8/29/2010

~Interlude ~埋もれていった楽器達の果てに



人類が古くから楽器として利用していた【動物の角】。
軽くて丈夫で中が空洞となっており、先端を開け息を吹き込めば直に音が出る。
また角の根元は大きく広がっている為、音が増幅され大きな音が出るというメリットが得られる。
このような音が出る道具は狩りにより生活の糧を得ていた【狩猟民族】の間で生活において、
狩りにおいて【合図】として用いられた。

その昔フリューゲルホルンは「翼の角笛」と呼ばれ狩りを行う際、両翼から音を出し獲物を
追い詰める合図の狩りの道具であった。中には「指孔」(指で直接押さえる孔)を持ち様々な
合図を持つ道具も出て来た。そして狩猟の道具は【軍隊の為の道具、戦の為の道具】へと変化してゆく。


古代エジプト、古代ローマの時代には原始的な【金管楽器】が登場してくる。
中が空洞であった動物の角は管楽器としてとても都合が良い素材であったが、動物の生態や成長によって
角の形態が異なる点、そして真直ぐな形を作る事が非常に困難であった。それらを補う為、金属や木材を
付け足す方法が用いられるが、木材は中身を刳り貫く作業や、野外での利用が多い為湿度によって影響を
受けやすい点、一方金属の成型加工の技術の進歩などにより次第に金管楽器の発展へと進化していく。

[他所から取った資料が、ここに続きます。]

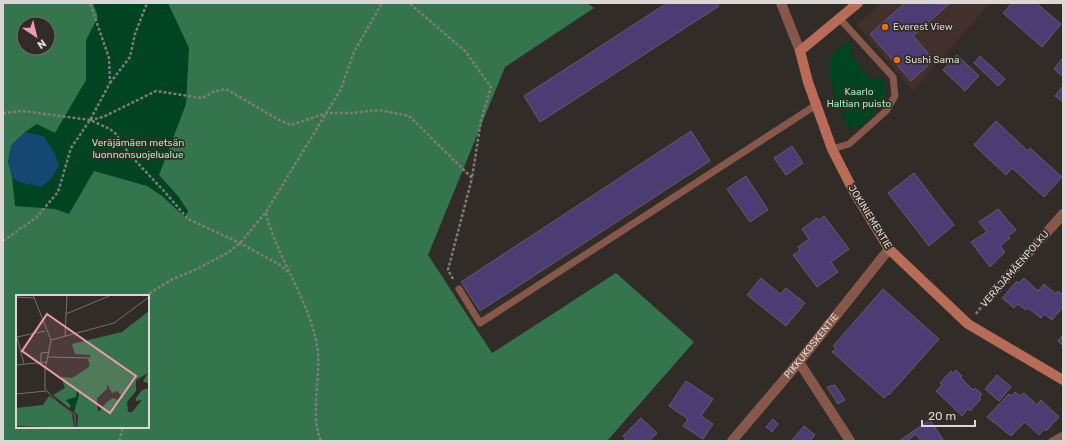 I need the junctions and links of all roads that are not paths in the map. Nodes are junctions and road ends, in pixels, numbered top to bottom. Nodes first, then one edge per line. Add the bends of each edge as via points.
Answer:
1 (781, 3) edge
2 (858, 3) edge
3 (840, 19) junction
4 (800, 52) junction
5 (816, 105) junction
6 (832, 149) junction
7 (1063, 214) edge
8 (889, 249) junction
9 (458, 289) road end
10 (993, 292) road end
11 (799, 362) junction
12 (1063, 380) edge
13 (1063, 435) edge
14 (732, 441) edge
15 (850, 441) edge
16 (1052, 441) edge

1 - 4 street, JOKINIEMENTIE
2 - 3 street
3 - 4 street
3 - 6 lane via 892,77 895,96 886,111 849,144
4 - 5 street, JOKINIEMENTIE
5 - 6 street, JOKINIEMENTIE
5 - 9 lane via 480,323
6 - 8 street, JOKINIEMENTIE via 854,192
7 - 10 street, VERÄJÄMÄENPOLKU
8 - 11 street, PIKKUKOSKENTIE
8 - 12 street, JOKINIEMENTIE via 968,324
11 - 14 street, PIKKUKOSKENTIE
11 - 15 street
13 - 16 lane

しかし楽器と言ってもやはり未だに、戦の合図や儀式の範疇である。
特に十字軍遠征の時代にイスラム勢力軍(オスマン・トルコ軍)が「金管楽器と打楽器」鳴らしながら
攻めに来たのは有名であろう。他にも第一次世界大戦時イギリス陸軍の最前列に「バグパイプ」を
装備した部隊が敵の部隊に演奏しながら突き進んでいく…など。




19世紀に入り軍楽隊が結成されと、今までの木管楽器は木製だったものが次第に「金属」で
製造されていくようになる。現在では低音金属楽器は「チューバ」などが挙げられるが、当初
この様な楽器が未だ開発されていなかった為低音パートを担っていたいたのは以外にも
「コントラ・ファゴット」であった。


しかし、木製のファゴットの難点として「湿度の問題、行進しながら歩行演奏をするという
楽器の構造の問題」を補う為に開発されたのが、【リードコントラバス】である。
素材は金属製で、コントラ・ファゴットの操作性(遠い部分にある音孔をキーパッドによる遠隔操作出来る)
クリアしたものだ。更に歩行演奏の軽減として金属の厚みの問題、金属製マウスピースを付けたりしたものが
【オフィクレイド(上段写真)】へと進化したもの。
他にもダブルリードを持つ【サリュソフォン(下段写真)】なども開発されてきた。
番外編ではフルメタルのオーボエ、クラリネット、バスクラ(バスクラリネット)などもあったようです。


「リードコントラバス」「オフィククレイド」「サリュソフォン」の発展・進化し現在存在するのが「サクソフォン」である。


リコーダーなみの簡単な操作性、木管の柔らかさを持ち耐久性ある金属製のボデイ、
各時代の難点をクリアし600個以上のパーツから構成され複雑なメカニズム持つこの楽器の背後には
『時代と共に消え忘れ去られ、埋もれていった楽器』の発展の上に成り立っていた。




最後に「フランス生まれでアメリカ育ち」の「サクソフォン」。
フランス、アメリカを筆頭にイギリス、ベルギー、スペインを中心に広く使用されたが、ドイツ、
オーストリアそしてイタリアでは開発当初は使用されていなかった。ヨーロッパという地理的な
視点から考えても、この楽器が使用・普及されてもおかしくない筈だが?何故??


推測ではあるが「サクソフォン」が使用・普及されていない地域の1つの特色として、
「カトリック教」が普及されている地域であったと同時に「フリー・メイソン」の活動が
禁止されていた地域でもあったのは偶然であろうか?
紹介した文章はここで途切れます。